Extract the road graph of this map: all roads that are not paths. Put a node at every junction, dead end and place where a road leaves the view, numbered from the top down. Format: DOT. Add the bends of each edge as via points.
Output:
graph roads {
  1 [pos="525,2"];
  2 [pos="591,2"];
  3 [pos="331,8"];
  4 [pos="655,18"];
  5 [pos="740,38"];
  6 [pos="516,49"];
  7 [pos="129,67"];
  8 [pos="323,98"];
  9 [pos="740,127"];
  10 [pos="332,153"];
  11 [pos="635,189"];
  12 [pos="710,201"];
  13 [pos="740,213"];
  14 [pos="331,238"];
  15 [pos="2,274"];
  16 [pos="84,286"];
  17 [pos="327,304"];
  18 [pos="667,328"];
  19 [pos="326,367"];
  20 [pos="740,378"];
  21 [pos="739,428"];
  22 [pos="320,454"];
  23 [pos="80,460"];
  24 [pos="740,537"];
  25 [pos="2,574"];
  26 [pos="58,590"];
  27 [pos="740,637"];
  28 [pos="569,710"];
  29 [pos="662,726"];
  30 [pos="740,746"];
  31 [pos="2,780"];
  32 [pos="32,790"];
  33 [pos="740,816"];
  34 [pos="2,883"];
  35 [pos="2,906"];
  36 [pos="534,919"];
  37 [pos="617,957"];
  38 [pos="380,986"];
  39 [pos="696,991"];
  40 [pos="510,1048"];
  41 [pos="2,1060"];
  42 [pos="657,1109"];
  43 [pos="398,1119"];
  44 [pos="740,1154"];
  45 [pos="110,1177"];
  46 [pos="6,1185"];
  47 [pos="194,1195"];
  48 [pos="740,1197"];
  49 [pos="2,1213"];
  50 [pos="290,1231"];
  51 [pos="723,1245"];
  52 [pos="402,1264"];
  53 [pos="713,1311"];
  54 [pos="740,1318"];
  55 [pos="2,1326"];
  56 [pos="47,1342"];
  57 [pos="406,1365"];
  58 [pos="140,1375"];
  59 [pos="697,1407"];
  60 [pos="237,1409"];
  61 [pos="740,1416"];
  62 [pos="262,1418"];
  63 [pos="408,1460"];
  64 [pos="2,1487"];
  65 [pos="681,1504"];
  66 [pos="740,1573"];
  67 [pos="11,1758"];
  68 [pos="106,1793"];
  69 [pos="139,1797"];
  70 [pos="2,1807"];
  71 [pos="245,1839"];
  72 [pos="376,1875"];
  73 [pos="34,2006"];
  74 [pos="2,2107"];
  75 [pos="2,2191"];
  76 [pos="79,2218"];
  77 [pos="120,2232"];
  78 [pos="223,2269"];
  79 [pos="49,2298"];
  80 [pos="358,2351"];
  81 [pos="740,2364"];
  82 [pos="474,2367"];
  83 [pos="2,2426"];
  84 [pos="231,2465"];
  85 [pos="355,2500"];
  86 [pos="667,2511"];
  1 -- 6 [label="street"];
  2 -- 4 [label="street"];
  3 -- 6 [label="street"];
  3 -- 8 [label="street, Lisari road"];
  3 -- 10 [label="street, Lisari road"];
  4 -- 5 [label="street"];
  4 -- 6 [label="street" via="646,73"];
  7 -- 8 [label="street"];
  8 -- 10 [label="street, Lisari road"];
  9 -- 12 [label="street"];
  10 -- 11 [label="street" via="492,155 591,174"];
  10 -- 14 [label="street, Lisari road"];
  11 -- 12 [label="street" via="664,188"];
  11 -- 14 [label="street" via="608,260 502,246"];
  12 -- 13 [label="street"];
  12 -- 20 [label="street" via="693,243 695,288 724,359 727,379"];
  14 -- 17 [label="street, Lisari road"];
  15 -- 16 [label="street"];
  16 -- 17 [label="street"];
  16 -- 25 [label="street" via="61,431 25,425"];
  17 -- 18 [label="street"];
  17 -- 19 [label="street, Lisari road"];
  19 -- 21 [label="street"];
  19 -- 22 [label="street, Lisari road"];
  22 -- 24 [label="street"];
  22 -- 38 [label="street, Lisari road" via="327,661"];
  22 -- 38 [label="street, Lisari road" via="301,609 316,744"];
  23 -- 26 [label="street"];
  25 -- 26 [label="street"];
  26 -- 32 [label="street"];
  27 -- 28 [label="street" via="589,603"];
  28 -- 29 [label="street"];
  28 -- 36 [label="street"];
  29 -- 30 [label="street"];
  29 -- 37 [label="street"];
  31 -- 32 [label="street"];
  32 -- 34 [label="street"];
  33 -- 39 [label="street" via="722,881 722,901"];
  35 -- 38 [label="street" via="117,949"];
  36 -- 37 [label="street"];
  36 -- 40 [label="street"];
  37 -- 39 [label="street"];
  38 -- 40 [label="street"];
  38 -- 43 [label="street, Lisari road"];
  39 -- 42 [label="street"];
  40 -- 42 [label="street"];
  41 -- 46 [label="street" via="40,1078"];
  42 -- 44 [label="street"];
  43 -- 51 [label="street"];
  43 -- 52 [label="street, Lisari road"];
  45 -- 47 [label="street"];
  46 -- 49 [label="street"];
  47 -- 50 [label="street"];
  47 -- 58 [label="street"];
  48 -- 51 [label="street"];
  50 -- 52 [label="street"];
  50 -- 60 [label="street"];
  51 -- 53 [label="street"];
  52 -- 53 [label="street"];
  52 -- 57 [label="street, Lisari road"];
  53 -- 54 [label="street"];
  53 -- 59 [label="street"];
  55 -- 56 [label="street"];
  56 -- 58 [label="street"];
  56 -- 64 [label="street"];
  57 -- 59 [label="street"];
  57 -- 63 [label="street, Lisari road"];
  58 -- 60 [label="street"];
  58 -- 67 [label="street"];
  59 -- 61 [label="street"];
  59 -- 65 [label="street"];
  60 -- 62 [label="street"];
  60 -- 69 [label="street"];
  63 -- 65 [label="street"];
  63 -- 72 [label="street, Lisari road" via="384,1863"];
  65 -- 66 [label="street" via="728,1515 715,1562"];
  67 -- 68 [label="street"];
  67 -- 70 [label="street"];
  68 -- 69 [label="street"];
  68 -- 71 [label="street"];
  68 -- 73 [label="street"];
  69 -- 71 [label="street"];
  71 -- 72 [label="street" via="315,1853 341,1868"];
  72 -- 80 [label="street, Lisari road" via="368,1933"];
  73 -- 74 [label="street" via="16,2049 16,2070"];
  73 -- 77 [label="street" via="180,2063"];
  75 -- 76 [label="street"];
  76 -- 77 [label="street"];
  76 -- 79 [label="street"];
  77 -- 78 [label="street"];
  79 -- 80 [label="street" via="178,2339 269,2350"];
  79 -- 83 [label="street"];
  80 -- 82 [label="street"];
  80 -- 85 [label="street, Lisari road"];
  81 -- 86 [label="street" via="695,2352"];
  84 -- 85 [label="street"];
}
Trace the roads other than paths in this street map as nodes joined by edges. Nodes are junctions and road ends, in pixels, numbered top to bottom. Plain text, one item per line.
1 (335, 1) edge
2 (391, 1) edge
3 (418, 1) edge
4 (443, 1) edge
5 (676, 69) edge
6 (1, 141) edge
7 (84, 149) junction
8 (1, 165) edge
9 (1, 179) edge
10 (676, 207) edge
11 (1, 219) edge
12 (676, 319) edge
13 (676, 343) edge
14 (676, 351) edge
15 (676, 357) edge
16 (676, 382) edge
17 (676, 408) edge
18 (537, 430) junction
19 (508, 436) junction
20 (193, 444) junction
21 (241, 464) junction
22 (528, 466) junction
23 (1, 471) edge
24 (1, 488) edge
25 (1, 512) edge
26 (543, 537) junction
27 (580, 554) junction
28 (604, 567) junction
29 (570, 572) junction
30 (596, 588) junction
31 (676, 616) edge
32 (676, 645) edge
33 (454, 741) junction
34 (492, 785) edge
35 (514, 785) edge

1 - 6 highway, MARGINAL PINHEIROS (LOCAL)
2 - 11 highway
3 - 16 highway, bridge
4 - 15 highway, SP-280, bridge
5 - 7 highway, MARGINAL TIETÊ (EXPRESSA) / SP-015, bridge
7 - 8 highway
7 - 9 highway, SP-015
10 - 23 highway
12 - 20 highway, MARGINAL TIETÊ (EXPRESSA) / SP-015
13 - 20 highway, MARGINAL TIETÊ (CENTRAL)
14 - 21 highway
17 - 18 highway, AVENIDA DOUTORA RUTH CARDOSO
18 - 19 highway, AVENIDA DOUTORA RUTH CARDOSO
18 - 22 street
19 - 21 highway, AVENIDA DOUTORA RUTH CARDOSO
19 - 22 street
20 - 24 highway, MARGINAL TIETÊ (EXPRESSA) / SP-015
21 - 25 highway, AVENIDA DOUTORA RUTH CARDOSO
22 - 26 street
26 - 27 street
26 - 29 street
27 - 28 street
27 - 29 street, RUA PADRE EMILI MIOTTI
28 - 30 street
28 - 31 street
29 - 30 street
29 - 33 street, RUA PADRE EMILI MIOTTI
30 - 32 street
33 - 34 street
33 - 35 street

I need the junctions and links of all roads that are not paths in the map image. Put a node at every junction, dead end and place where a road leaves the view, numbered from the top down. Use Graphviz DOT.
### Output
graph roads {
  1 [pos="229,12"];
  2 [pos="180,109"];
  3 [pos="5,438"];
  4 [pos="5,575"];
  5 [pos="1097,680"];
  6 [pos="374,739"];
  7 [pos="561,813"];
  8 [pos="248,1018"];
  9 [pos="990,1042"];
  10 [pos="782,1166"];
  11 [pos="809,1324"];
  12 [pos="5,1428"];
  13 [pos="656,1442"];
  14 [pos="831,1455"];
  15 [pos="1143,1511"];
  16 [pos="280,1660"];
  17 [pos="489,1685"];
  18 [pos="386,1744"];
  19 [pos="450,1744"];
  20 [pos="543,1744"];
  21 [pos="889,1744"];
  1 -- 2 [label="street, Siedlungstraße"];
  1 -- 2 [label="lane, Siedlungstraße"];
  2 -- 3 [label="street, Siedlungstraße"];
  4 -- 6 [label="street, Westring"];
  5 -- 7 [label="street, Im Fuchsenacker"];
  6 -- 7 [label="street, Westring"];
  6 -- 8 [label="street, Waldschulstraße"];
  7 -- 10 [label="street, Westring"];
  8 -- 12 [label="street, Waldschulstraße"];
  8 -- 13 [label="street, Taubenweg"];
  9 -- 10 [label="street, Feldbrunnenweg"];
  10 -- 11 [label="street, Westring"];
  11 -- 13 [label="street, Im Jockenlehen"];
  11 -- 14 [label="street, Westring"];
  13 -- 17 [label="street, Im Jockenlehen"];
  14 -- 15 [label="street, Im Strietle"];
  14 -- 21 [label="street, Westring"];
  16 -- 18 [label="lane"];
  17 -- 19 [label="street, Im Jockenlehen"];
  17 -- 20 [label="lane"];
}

* **What to do**:
Looking at the entries above, state how many lines contain "junctions"; give the number alone.

* **Answer below**:
2